(Stored items)

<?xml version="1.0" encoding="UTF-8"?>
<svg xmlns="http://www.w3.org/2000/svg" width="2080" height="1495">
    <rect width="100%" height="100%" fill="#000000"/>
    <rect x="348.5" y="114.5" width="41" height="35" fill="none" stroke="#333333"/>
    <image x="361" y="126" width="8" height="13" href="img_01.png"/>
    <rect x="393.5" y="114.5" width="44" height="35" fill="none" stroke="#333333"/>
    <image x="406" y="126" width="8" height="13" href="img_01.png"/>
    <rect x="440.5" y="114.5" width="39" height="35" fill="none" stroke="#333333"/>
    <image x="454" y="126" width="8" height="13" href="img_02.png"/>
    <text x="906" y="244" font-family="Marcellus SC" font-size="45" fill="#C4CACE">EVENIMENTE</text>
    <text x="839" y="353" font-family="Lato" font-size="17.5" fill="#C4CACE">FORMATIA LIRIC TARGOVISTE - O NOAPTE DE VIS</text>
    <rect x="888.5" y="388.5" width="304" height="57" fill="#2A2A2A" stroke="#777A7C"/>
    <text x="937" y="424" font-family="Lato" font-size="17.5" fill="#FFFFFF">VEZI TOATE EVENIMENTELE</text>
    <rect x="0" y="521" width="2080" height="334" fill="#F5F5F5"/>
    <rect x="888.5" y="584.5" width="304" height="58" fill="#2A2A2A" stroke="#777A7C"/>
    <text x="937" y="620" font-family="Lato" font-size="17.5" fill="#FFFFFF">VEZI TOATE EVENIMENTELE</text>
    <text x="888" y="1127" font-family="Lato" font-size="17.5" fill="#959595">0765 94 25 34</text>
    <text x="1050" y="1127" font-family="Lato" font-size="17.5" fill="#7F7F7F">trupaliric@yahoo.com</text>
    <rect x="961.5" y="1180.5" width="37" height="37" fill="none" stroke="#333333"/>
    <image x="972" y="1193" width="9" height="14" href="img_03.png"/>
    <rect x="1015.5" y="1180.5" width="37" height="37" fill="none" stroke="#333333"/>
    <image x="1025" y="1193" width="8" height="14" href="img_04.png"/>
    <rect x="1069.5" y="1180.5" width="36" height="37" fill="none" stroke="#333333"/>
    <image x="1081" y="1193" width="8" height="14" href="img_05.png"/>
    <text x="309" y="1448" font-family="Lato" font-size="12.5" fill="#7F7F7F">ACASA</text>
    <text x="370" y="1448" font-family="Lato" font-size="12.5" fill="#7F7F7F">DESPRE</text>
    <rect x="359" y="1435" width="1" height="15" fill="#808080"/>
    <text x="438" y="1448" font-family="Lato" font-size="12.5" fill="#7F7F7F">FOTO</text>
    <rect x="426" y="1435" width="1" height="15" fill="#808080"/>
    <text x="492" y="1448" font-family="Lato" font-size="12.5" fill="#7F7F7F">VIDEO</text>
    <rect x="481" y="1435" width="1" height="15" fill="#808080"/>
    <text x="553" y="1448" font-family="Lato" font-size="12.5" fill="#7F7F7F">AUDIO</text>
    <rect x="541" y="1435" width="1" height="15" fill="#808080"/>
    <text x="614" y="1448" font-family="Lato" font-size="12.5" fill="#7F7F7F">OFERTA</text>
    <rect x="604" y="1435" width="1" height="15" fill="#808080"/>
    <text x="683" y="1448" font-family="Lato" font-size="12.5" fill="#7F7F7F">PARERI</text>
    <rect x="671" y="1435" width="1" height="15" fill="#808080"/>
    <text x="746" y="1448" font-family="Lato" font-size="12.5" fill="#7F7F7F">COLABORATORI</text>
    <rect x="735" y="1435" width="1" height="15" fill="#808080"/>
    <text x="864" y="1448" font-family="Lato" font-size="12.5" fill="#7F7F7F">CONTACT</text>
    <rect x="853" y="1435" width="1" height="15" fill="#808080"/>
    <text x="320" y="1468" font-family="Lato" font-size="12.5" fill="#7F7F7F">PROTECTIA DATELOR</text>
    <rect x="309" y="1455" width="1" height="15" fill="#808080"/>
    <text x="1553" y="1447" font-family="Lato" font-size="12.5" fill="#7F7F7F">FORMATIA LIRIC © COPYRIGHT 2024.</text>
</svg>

Directions.
Please say only the number of lines in the data that hold "EVENIMENTELE".

Output.
2